In contrast to respondent’s position that petitioner is not a public utility its determination also includes findings and conclusions holding that public utility standards have not been met, see conclusions four, five and six (supra). Where an administrative decision is premised on various findings, several of which are clearly flawed, can the remaining findings serve as a sufficient rational basis for the decision? Or, as one court has phrased it, the issue is “whether the conclusion arrived at by that body has any reasonable basis in fact, based upon the record before it.” (Matter of Mandell v Purcell, 54 AD2d 935 [2d Dept 1976]; see also, Matter of Pell v Board of Educ., 34 NY2d 222, 231 [1974].)
The conclusions in question are not distinguished from the rest, nor are they offered as alternatives. For that matter, it is difficult to ascertain the basis for these conclusions. They presuppose the applicant to be a public utility subject to the Consolidated Edison standard. This is at odds with the analysis respondent relied on in reaching the other conclusions. Yet, there is no effort to treat these as distinct grounds. This court finds that the entire determination is essentially a whole piece and, as such, is flawed in its entirety by application of the incorrect legal standard. The heavy reliance on that standard permeates the decision and robs it of the requisite rational basis.
Further, the conclusions numbered four, five and six do not comport with the standard in Consolidated Edison (supra). Respondent points to no countervailing proofs in the record to directly challenge or overcome petitioner’s evidence on safety, adequacy and location of service. Respondent did receive and incorporate numerous articles on electro magnetic radiation submitted by individuals. However, none of these are claimed to specifically contradict the evidence presented by petitioner. Neither did respondent directly challenge petitioner’s testimony on the suitability of the cell site. It is not sufficient to make findings and conclusions without a basis in the record (see, People ex rel. Fordham Manor Refm. Church v Walsh, 244 NY 280, 290 [1927]). Finally, the determination makes no reference to the degree of intrusion. Consolidated Edison involved construction of a natural draft wet cooling tower for a nuclear generating plant. It is apparent that the instant cell site is considerably smaller. Certainly the respondent should *308have considered the relative magnitude of the proposed project. The fact that this was not addressed serves to illustrate the reliance placed on traditional use variance analysis.

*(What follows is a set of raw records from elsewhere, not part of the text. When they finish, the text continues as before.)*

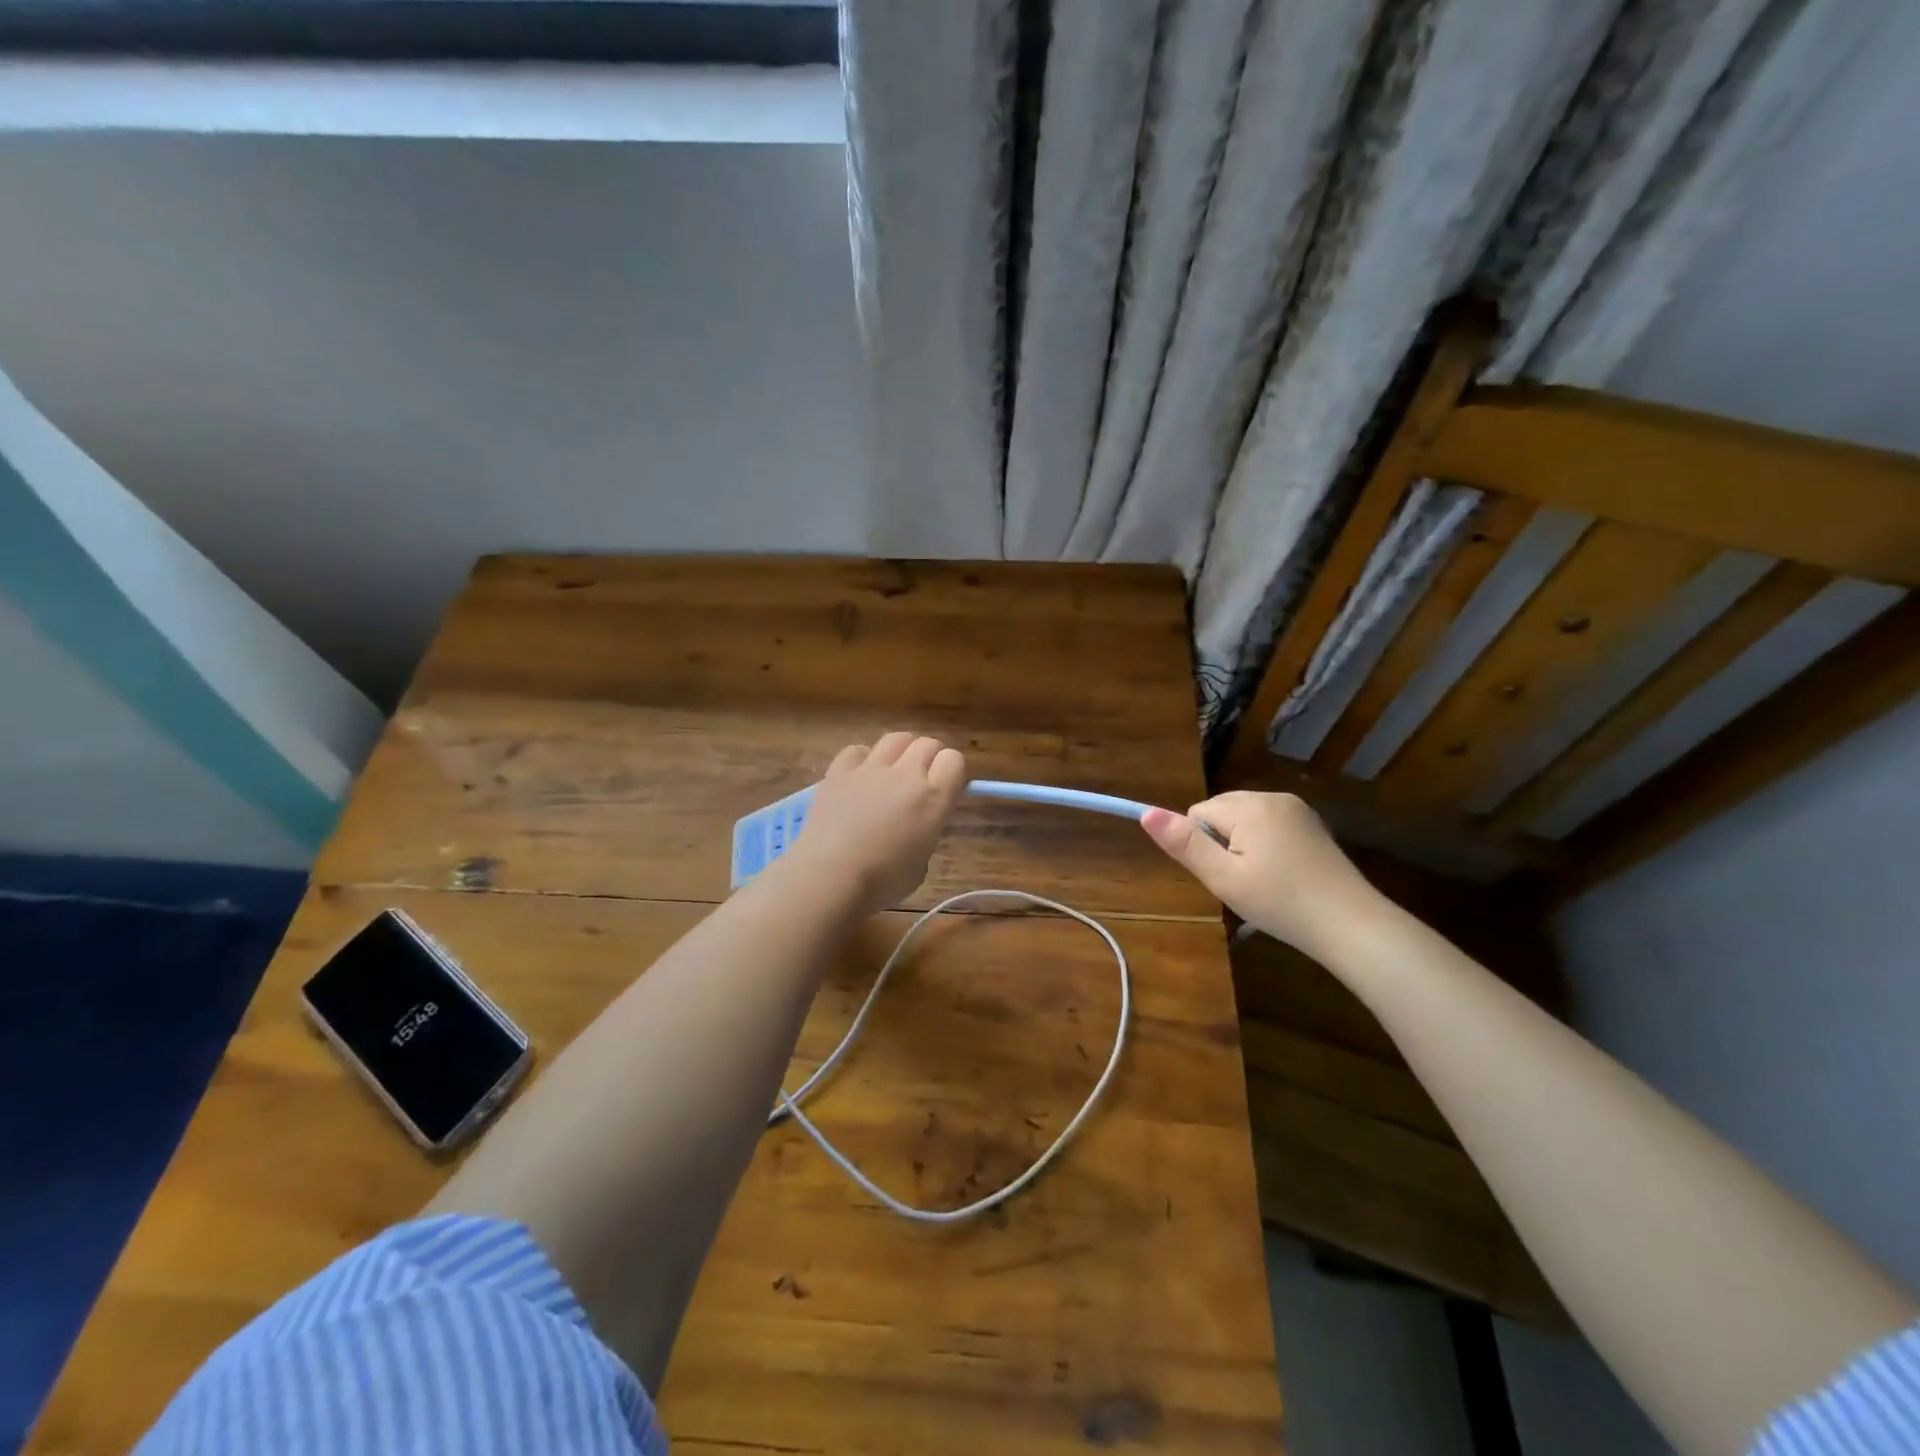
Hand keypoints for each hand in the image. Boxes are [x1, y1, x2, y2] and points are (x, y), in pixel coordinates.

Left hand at [779, 732, 968, 915]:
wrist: (828, 878)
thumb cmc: (881, 883)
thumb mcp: (920, 866)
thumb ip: (925, 835)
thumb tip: (916, 825)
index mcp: (933, 798)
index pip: (954, 760)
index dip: (952, 772)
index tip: (946, 788)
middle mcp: (905, 774)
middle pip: (927, 743)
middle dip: (930, 758)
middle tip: (922, 780)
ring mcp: (870, 769)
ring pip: (896, 739)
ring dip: (901, 751)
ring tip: (893, 772)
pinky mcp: (838, 771)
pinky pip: (857, 750)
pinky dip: (863, 759)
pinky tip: (859, 778)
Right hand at [1141, 791, 1377, 957]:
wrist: (1351, 925)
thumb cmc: (1280, 903)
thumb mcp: (1223, 877)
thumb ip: (1184, 843)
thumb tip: (1146, 812)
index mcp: (1249, 806)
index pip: (1198, 813)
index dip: (1201, 846)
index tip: (1223, 876)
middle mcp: (1273, 797)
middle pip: (1222, 812)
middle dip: (1221, 843)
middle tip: (1242, 883)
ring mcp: (1297, 810)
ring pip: (1246, 820)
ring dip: (1243, 846)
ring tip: (1261, 883)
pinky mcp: (1313, 826)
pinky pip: (1271, 827)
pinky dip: (1266, 847)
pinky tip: (1281, 877)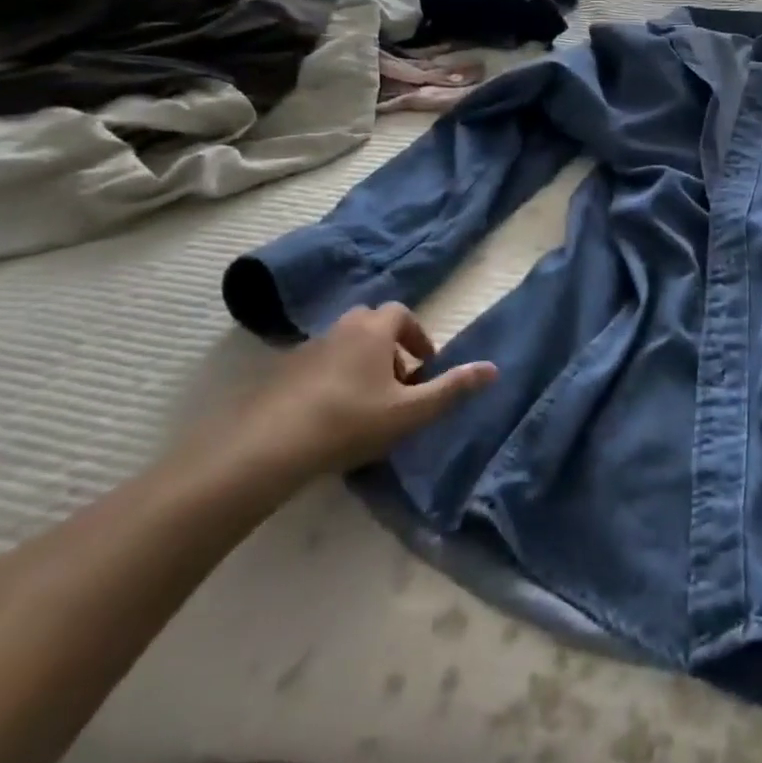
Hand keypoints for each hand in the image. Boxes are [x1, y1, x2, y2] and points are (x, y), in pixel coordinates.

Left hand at [232, 305, 496, 483]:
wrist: (267, 448)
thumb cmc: (350, 422)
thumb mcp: (410, 412)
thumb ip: (452, 389)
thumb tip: (494, 368)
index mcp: (373, 330)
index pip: (401, 313)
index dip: (417, 336)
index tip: (424, 367)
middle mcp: (340, 329)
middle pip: (371, 325)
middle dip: (390, 348)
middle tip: (398, 386)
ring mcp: (306, 350)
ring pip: (343, 346)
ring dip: (360, 365)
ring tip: (366, 406)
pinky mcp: (280, 374)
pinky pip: (317, 366)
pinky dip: (331, 380)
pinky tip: (330, 418)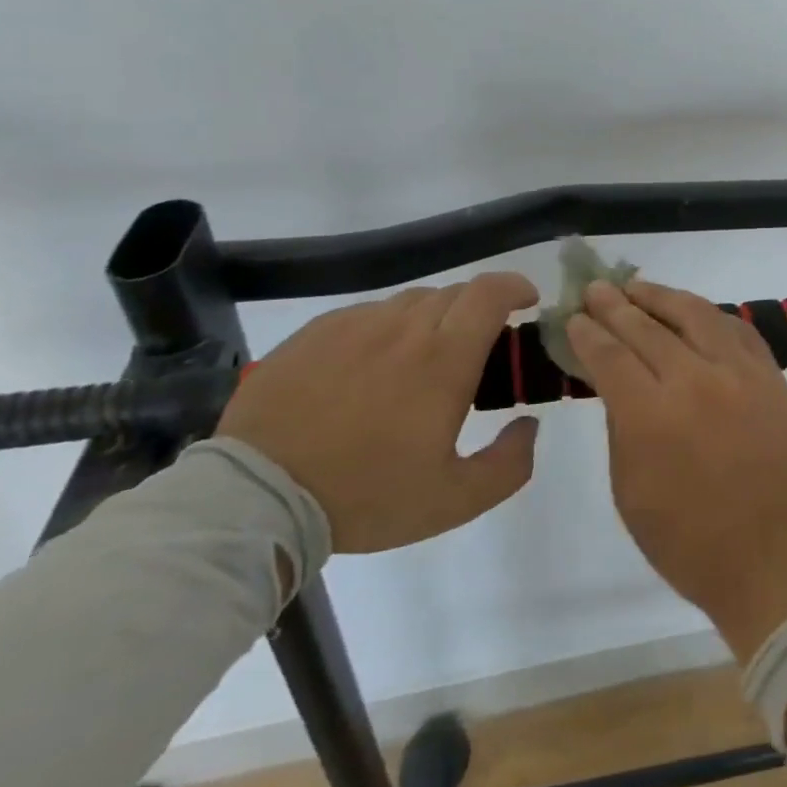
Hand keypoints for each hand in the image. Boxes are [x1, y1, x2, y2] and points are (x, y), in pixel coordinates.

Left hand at [219, 274, 540, 553]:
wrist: (256, 499)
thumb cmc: (365, 495)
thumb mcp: (453, 500)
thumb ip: (509, 464)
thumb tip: (529, 426)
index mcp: (445, 358)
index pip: (491, 292)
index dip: (516, 287)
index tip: (526, 303)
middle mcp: (404, 327)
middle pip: (456, 293)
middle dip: (478, 310)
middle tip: (477, 348)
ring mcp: (355, 325)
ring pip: (411, 302)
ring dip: (433, 319)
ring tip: (422, 359)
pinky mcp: (315, 333)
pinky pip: (367, 315)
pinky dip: (387, 329)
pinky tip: (372, 366)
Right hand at [566, 279, 786, 660]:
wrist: (771, 556)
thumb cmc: (686, 539)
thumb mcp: (629, 489)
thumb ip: (620, 422)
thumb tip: (613, 377)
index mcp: (652, 415)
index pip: (610, 355)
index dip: (588, 332)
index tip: (573, 316)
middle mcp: (696, 380)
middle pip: (647, 327)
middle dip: (616, 305)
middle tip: (596, 288)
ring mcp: (739, 372)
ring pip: (695, 314)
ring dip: (661, 297)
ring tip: (637, 287)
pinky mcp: (770, 375)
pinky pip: (735, 328)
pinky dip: (708, 315)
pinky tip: (691, 311)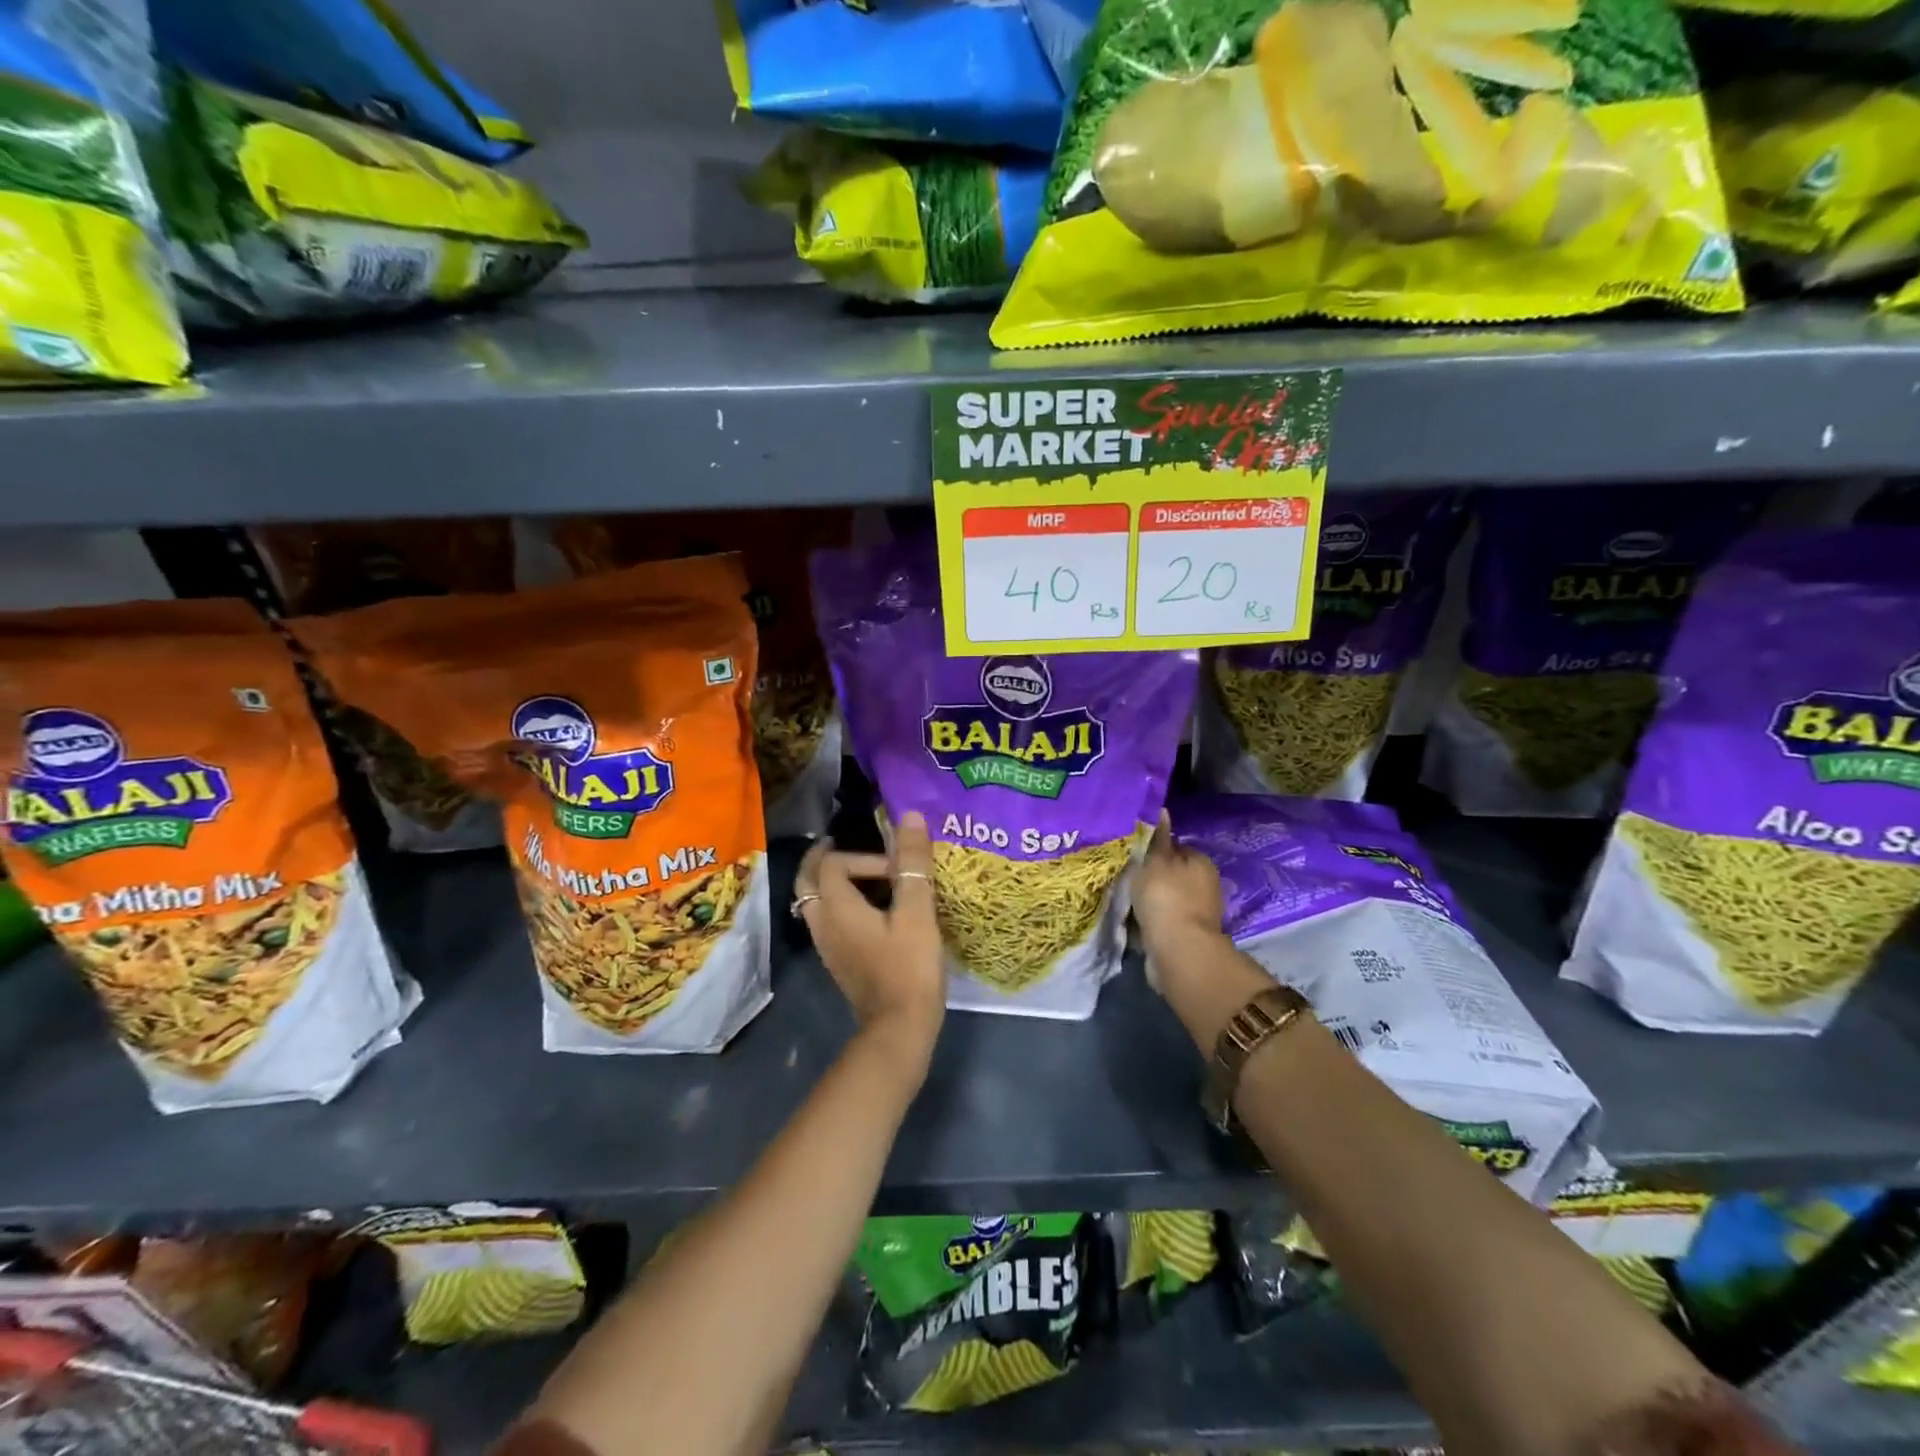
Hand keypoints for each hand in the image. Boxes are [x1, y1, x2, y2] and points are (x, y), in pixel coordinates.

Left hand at [794, 811, 945, 1066]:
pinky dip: (837, 904)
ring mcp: (826, 946)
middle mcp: (822, 924)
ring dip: (829, 882)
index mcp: (837, 908)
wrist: (899, 1030)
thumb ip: (912, 864)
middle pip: (807, 881)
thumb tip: (908, 816)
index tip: (896, 868)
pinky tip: (867, 910)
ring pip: (814, 902)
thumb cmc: (908, 969)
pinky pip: (826, 921)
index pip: (832, 863)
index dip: (863, 856)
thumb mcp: (916, 912)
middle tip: (848, 847)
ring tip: (860, 875)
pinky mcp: (838, 962)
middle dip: (824, 860)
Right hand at [1133, 811, 1228, 968]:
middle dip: (1150, 876)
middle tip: (1126, 877)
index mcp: (1201, 862)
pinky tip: (1133, 920)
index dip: (1153, 849)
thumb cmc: (1165, 897)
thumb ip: (1158, 838)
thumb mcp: (1156, 860)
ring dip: (1149, 900)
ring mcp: (1197, 913)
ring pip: (1165, 898)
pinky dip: (1149, 920)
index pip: (1175, 847)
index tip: (1132, 855)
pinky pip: (1162, 920)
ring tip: (1125, 900)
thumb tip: (1164, 810)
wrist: (1177, 951)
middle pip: (1171, 873)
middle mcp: (1205, 885)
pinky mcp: (1186, 936)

This court considers the remaining conclusions and finds as follows:
The first conclusion is that Children’s Village as the owner of the property was capable of utilizing the land pursuant to existing requirements. This truism misses the point. Petitioner as lessee of the parcel is entitled to apply for the variance (see, Village Law § 7-712 [2] ["Such appeal may be taken by any person aggrieved”]; see also, Matter of Emmi v Zoning Bd. of Appeals, 63 NY2d 853, 855 [1984]; see too, Village Code of Dobbs Ferry, Zoning and Land Use § 300-95 ["any person aggrieved”]).
The seventh and eighth conclusions hold that granting the variance would work a rezoning from educational to commercial use and would impermissibly alter the community’s land use plan. Depending on the scope and magnitude of a variance, such a change may be subject to challenge as a rezoning (see, Van Deusen v Jackson, 35 AD2d 58, 60 [2d Dept 1970]). However, there is nothing particularly remarkable about this since the power to grant variances is expressly provided in Village Law § 7-712 (2) (c). "Indeed, consideration of the needs of a broader public are reasonably within the contemplation of the enabling legislation, which authorizes a zoning board to grant a variance 'so that the spirit of the local law or ordinance shall be observed, public safety and welfare secured and substantial justice done’ (Village Law, § 7-712, subd 2, par [c]).” (Matter of Consolidated Edison Co. v Hoffman, supra, at 608; see too, Matter of Village Bd. v Jarrold, 53 NY2d 254, 257 [1981].)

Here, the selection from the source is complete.